For a space $X$ homotopic to a finite CW-complex (at least), the pullback map $Map(X,Gr_n(\mathbb C^\infty)) \to \{$isomorphism classes of $n$-plane bundles$\}$ is bijective. So we should study the induced maps on cohomology, and get definition 2.

Over $Gr_n(\mathbb C^\infty)$ we have the universal bundle $\mathcal V$, and its $k$th power $\mathcal V^{\oplus k}$. Putting an $n$-plane bundle on $X$ is the same as giving a map $\phi$ into the Grassmannian, but putting on the $n$-plane bundle and choosing $k$ sections is the same as factoring $\phi$ through a map $X \to \mathcal V^{\oplus k}$.

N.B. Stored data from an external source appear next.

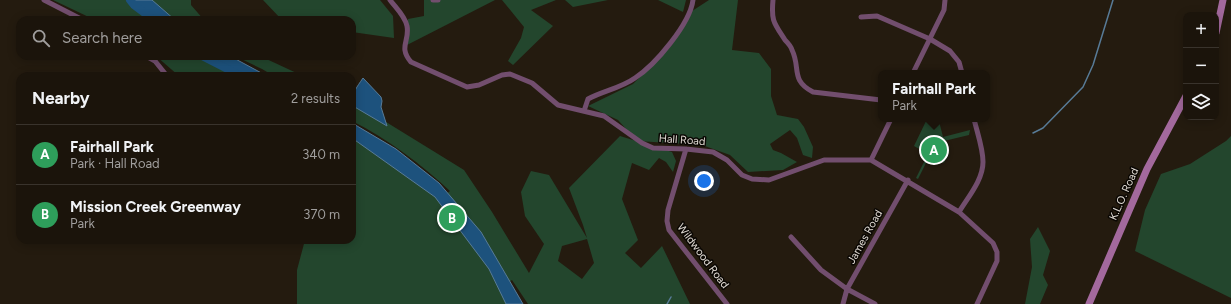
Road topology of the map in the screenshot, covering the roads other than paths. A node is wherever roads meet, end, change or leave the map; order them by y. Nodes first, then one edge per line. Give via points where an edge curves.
1 (44, 0) edge
2 (390, 0) edge
3 (433, 0) edge
4 (438, 0) edge
5 (693, 0) edge
6 (773, 0) edge
7 (945, 0) edge
8 (1223, 0) edge
9 (74, 16) edge
10 (860, 17) dead end
11 (1219, 19) edge
12 (930, 39) junction
13 (153, 60) edge
14 (915, 70) edge
15 (961, 70) edge
16 (164, 72) edge
17 (878, 100) edge
18 (1183, 102) edge
19 (584, 111) junction
20 (890, 122) edge
21 (975, 122) edge
22 (686, 149) junction
23 (871, 160) junction
24 (908, 180) junction
25 (959, 212) junction
26 (791, 237) dead end
27 (847, 289) junction
28 (727, 304) edge
29 (843, 304) edge
30 (875, 304) edge
31 (977, 304) edge
32 (1089, 304) edge

1 - 9 street
2 - 19 street, Hall Road via 404,18 407,28 404,48 411,62 467,86 479,85 510,74 532,83 558,105
3 - 4 street
5 - 19 street via 686,21 657,59 636,78 588,100
6 - 17 street via 774,23 793,50 797,76 804,87 813,92
7 - 12 street via 944,10
8 - 11 main road
10 - 12 street via 877,16
12 - 14 street
12 - 15 street via 950,51 959,62
13 - 16 street
18 - 32 main road, K.L.O. Road via 1147,170
19 - 22 street, Hall Road via 604,116 653,148
20 - 23 street
21 - 25 street via 982,152 981,176
22 - 23 street, Hall Road via 713,152 727,160 742,174 752,179 763,180 824,160
22 - 28 street, Wildwood Road via 668,210 669,230
23 - 24 street, Hall Road
24 - 25 street, Hall Road
24 - 27 street, James Road
25 - 31 street, Hall Road via 993,243 997,252 997,261
26 - 27 street via 821,270
27 - 29 street, James Road
27 - 30 street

Inside $\mathcal V^{\oplus k}$ is a universal degeneracy locus $\Omega$, where the $k$ sections are dependent. The genericity condition on the sections needed for definition 3 is the same as requiring $\phi$ to be transverse to $\Omega$. Then definition 3 amounts to pulling back $[\Omega]$ along $\phi$.

To compare to definition 2, one need only notice that $\mathcal V^{\oplus k}$ is homotopic to its base, the Grassmannian, and that $[\Omega]$ pulled back from $\mathcal V^{\oplus k}$ to the Grassmannian gives the expected Schubert class.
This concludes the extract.